Souveräner Erfolg der Bayern gegen Union
Am Ende stand am Samstag ein souveräner Erfolg, der auch deswegen zustande kam, weil Benedict Hollerbach in der 14. Minute Michael Olise im Strafraum stumpf von den Beinen holte. Bis dahin hatten die Berliner ihren Gegnern bestimmt den Zugang zum eigenen Strafraum versagt. Harry Kane verwandelte den fälligen Strafstoß sicher. Vielleicht wäre das Spiel in eine andere Richtung abgebogen, wenn Manuel Neuer in der 33. Minute einen Schuss des Berliner Angreifers Jordan nicht mit einer feinen Reaktion über die Latte gelenkt hätte. So aber kamen die Bayern kurz vor der Halbzeit in Person von Kingsley Coman und durch den schönsten Spielzug des Tages kurz vor der Pause zur 2:0-Führung.
„Ich hatte etwas Sorge, dass wir nicht realisieren, wie gefährlich das Spiel in der ersten Hälfte war“, sagte Kompany nach der Partie. Tatsächlich profitierten die Münchner von individueller Qualität und Effektivität. In der zweiten Halbzeit aber nahmen sie ihrem Trainer schnell die Sorge. Nun nahmen sie ihrem Gegner durchgehend Räume, Ball und Spielfreude ab und verwalteten nach dem 3:0 durch Kane (51.) in durchgängiger Dominanz.
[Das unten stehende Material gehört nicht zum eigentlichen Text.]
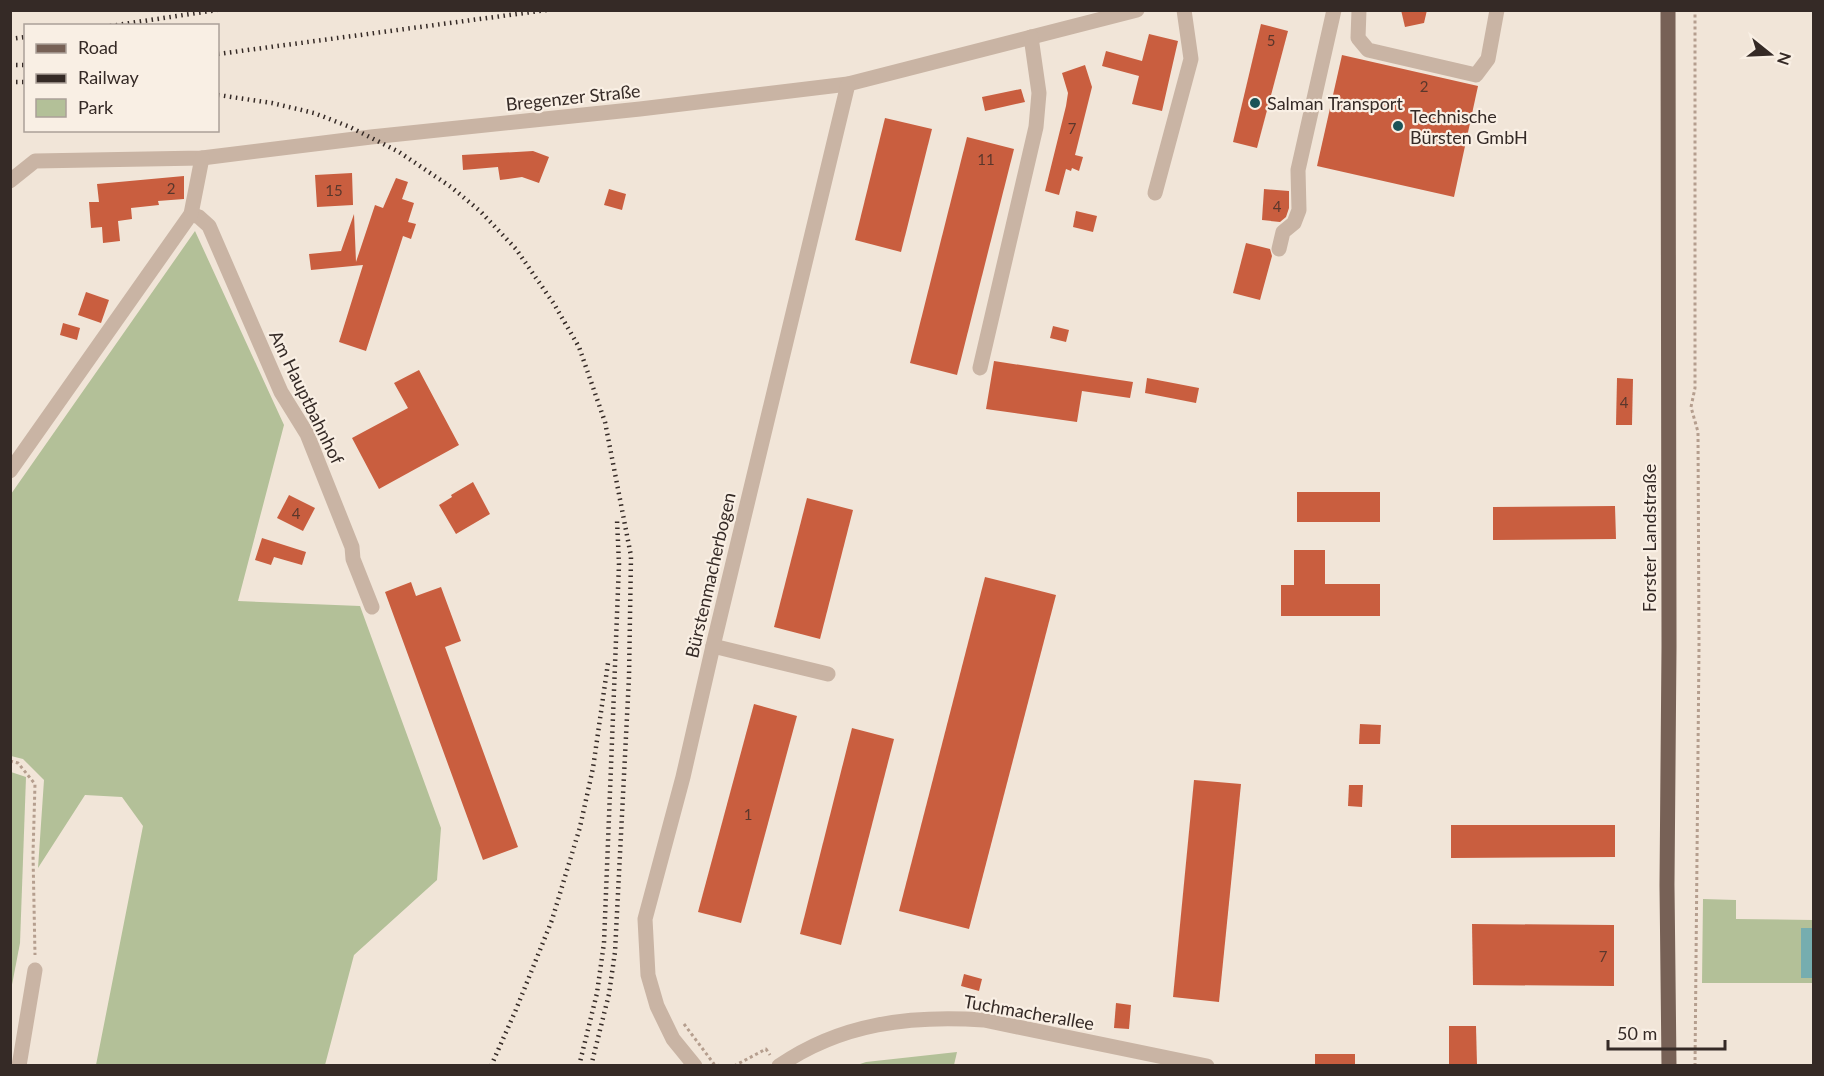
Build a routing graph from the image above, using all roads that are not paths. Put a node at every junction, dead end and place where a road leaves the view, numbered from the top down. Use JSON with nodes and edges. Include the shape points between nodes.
{"nodes":[{"id":1,"x":1137,"y":10,"type":"edge"},
{"id":2,"x":1184,"y":10,"type":"edge"},
{"id":3,"x":1334,"y":10,"type":"edge"},
{"id":4,"x":1359,"y":10,"type":"edge"},
{"id":5,"x":1497,"y":10,"type":"edge"},
{"id":6,"x":1668,"y":10,"type":"edge"},
{"id":7,"x":1031,"y":38,"type":"junction"},
{"id":8,"x":848,"y":84,"type":"junction"},
{"id":9,"x":202,"y":158,"type":"junction"},
{"id":10,"x":10,"y":181,"type":"edge"},
{"id":11,"x":1155,"y":193,"type":"dead end"},
{"id":12,"x":191,"y":214,"type":"junction"},
{"id":13,"x":1279,"y":249,"type":"dead end"},
{"id":14,"x":980,"y":368,"type":"dead end"},
{"id":15,"x":10,"y":471,"type":"edge"},
{"id":16,"x":372,"y":608,"type":"dead end"},
{"id":17,"x":713,"y":646,"type":"junction"},
{"id":18,"x":828,"y":674,"type":"dead end"},
{"id":19,"x":35,"y":970,"type":"road end"},
{"id":20,"x":775,"y":1061,"type":"edge"},
{"id":21,"x":19,"y":1065,"type":"edge"},
{"id":22,"x":695,"y":1065,"type":"edge"},
{"id":23,"x":1208,"y":1065,"type":"edge"},
{"id":24,"x":1669,"y":1065,"type":"edge"}],
"edges":[{"from":1,"to":7,"type":"street","name":"Bregenzer Straße"},
{"from":2,"to":11,"type":"street","via":[[1191,59]]},
{"from":3,"to":13,"type":"street","via":[[1298,170],[1299,210],[1294,223],[1283,232]]},
{"from":4,"to":5,"type":"street","via":[[1358,38],[1368,50],[1476,75],[1488,59]]},
{"from":6,"to":24,"type":"main road","name":"Forster Landstraße"},
{"from":7,"to":8,"type":"street","name":"Bregenzer Straße"},
{"from":7,"to":14,"type":"street","via":[[1040,93],[1036,127]]},
{"from":8,"to":9,"type":"street","name":"Bregenzer Straße"},
{"from":8,"to":17,"type":"street","name":"Bürstenmacherbogen"},
{"from":9,"to":10,"type":"street","name":"Bregenzer Straße","via":[[35,161]]},
{"from":9,"to":12,"type":"street"},
{"from":12,"to":15,"type":"street"},
{"from":12,"to":16,"type":"street","name":"Am Hauptbahnhof","via":[[208,226],[281,392],[307,434]]},
{"from":17,"to":18,"type":"street"},
{"from":17,"to":22,"type":"street","name":"Bürstenmacherbogen","via":[[645,919],[648,975],[657,1006],[673,1039]]},
{"from":19,"to":21,"type":"street"},
{"from":20,"to":23,"type":"street","name":"Tuchmacherallee","via":[[859,1028],[948,1017],[984,1020]]}]}
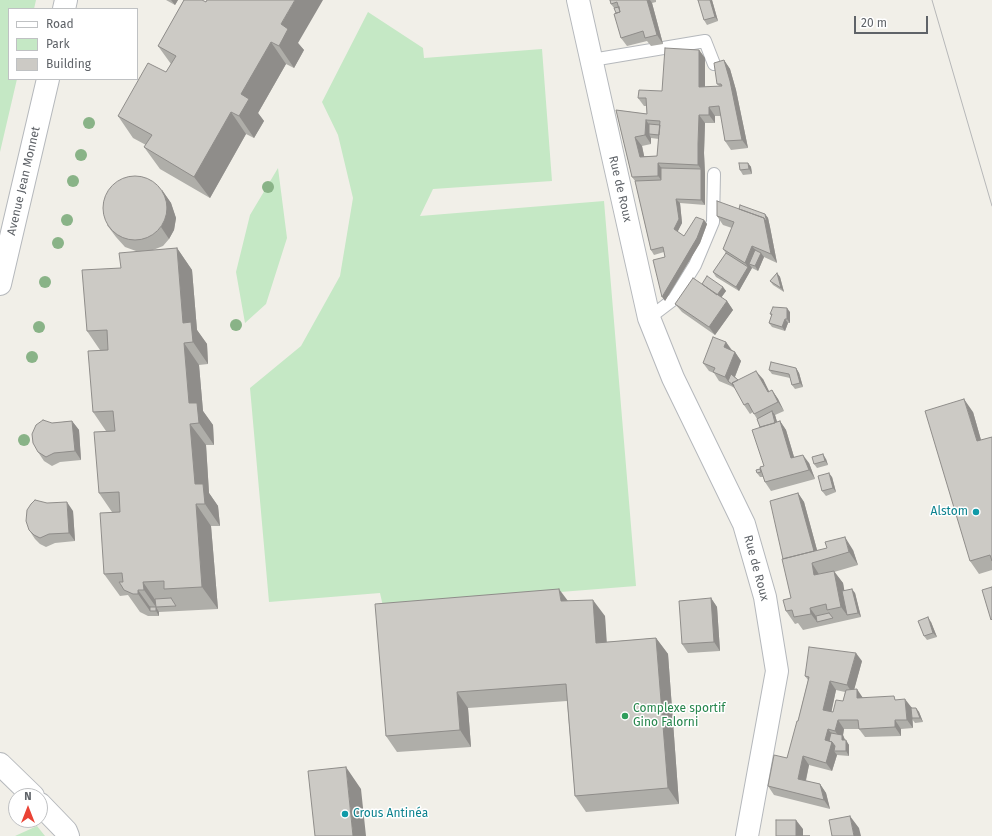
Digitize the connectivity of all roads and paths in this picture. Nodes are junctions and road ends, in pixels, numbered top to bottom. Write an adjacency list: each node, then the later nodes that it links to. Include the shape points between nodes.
1 (578, 0): 2 (street, Rue de Roux)
2 (592, 60): 3 (lane, via 705,41); 7 (street, Rue de Roux)
3 (714, 64)
4 (48, 80): 6 (street, Avenue Jean Monnet)
5 (714, 174): 7 (lane, via 713,222 695,265 674,299)
6 (0, 284)
7 (649, 318): 12 (street, Rue de Roux, via 673,378 744,524 765,597 777,671)
8 (0, 764): 9 (street)
9 (25, 788)
10 (48, 812): 11 (street)
11 (68, 836)
12 (747, 836)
Man habe bestimmt „kein Feuerwerk abgebrannt“, sagte Sportvorstand Max Eberl nach der Partie, womit er zweifelsfrei recht hat. Geht es nach den Münchnern, war der Sieg gegen Berlin das neue Normal. Mit konzentrierten Leistungen ambitionierte Mannschaften stilecht abperlen lassen: Erinnert an vergangene Zeiten.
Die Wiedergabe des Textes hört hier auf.